Шкловский загорелся, заволновался:
– Ты правильно сделал, что не послушал нас! Мы тебя неверно учили. Ты счастливый. Ты догадался в Италии пойти в оперу. Если бы ты не пошел, тебя в Москве дети прогнали бы из дому. Правильно сделал. Сколько истратил?.. Ай, ай! Много. Но нам не жаль твоих денег, потому что ты хорошо их истратил. Ты выиграл! И не бойся. Ты - не один. Нас много - будем брать кофе себе, возьмем и тебе чашку. И даже со сливками. А может, даже и с булочкой. Не огорчайся!
Я сказал:
– О каком огорчении ты говоришь? Я очень доволен.
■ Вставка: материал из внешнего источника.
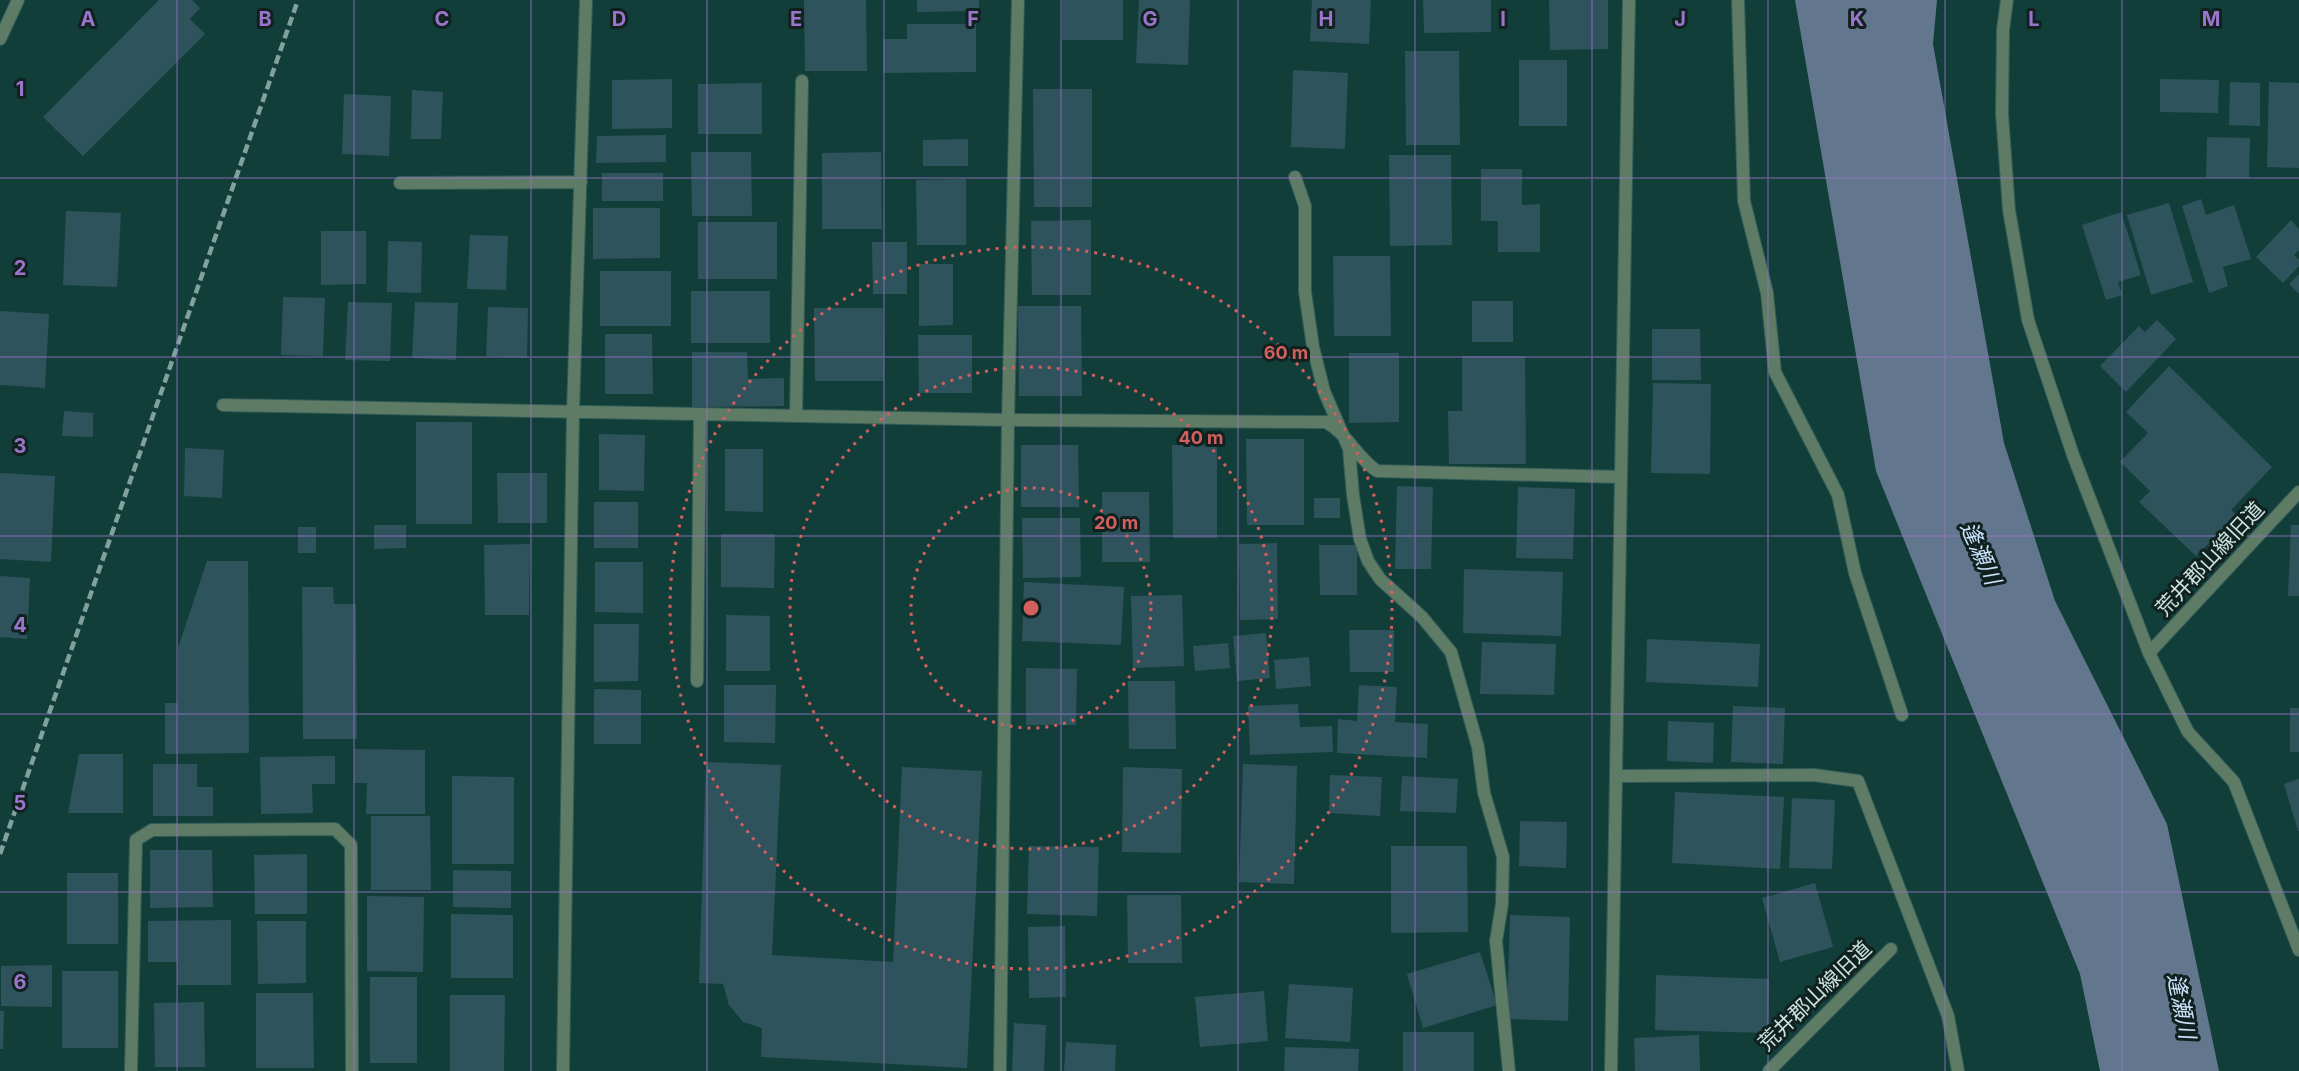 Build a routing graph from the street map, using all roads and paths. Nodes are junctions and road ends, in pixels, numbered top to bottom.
1 (18, 0) edge
2 (586, 0) edge
3 (1018, 0) edge
4 (1629, 0) edge
5 (1738, 0) edge
6 (2007, 0) edge
7 (0, 39) edge
8 (802, 81) dead end
9 (1295, 177) dead end
10 (581, 182) junction
11 (400, 183) dead end
12 (223, 405) dead end
13 (573, 412) junction
14 (700, 414) junction
15 (796, 416) junction
16 (1008, 420) junction
17 (1341, 430) junction
18 (1621, 477) junction
19 (2299, 492) edge
20 (2149, 653) junction
21 (697, 681) dead end
22 (1902, 715) dead end
23 (1616, 776) junction
24 (1891, 950) dead end
25 (2299, 950) edge
26 (131, 1071) edge
27 (351, 1071) edge
28 (564, 1071) edge
29 (1000, 1071) edge
30 (1509, 1071) edge
31 (1611, 1071) edge
32 (1769, 1071) edge
33 (1958, 1071) edge

1 - 7 street
2 - 10 street
3 - 16 street
4 - 18 street
5 - 22 street
6 - 20 street
8 - 15 street
9 - 17 street
10 - 11 street
10 - 13 street
12 - 13 street
13 - 14 street
13 - 28 street
14 - 15 street
14 - 21 street
15 - 16 street
16 - 17 street
16 - 29 street
17 - 18 street
17 - 30 street
18 - 23 street
19 - 20 street, 荒井郡山線旧道
20 - 25 street
23 - 31 street
23 - 33 street
24 - 32 street, 荒井郡山線旧道
26 - 27 street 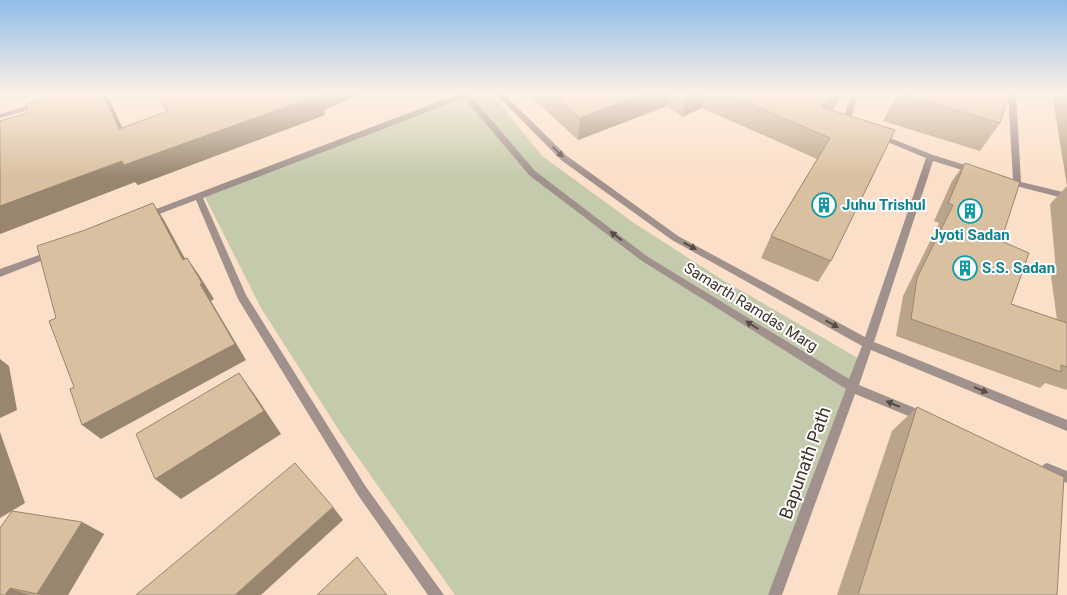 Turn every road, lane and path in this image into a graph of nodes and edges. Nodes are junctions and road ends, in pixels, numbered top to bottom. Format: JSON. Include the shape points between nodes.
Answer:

– Ну, тогда и мы счастливы! Нарежем это счастье на порции и раздадим всем, потому что у нас ничего не вышло. Мы папу не видели. Он ездит быстро, и мы его пропустили, а потом не поняли, что толпа будет ждать его возвращения, и продолжали стоять. Было холодно, и мы чихаем. Ты счастливее нас.
Другие с ним согласились.
А потом об этом забыли. Действительно - важная вещь: один из десятерых был в театре! И больше речи об этом не возникало до самого дня отъезда.
Но когда наши чемоданы лежали уже в вестибюле и автобус стоял у подъезда, чтобы отвезти нас на аэродром, появился представитель фирмы, которого мы, кажется, ни разу не видели. Он сказал, что дирекция поручила ему передать нам пожелание счастливого путешествия и взять обещание: если мы снова соберемся в Италию, контактироваться только с их фирмой. И ни с какой другой.
– Ваш визит вызвал широкий отклик. Многие газеты поместили сегодня статьи о том, что следует укреплять эти контакты. Пишут о ваших докладах. Очень интересны были дискуссии за круглым столом. Дирекция приглашает вас приехать на более долгий срок... Нет ли у вас претензий?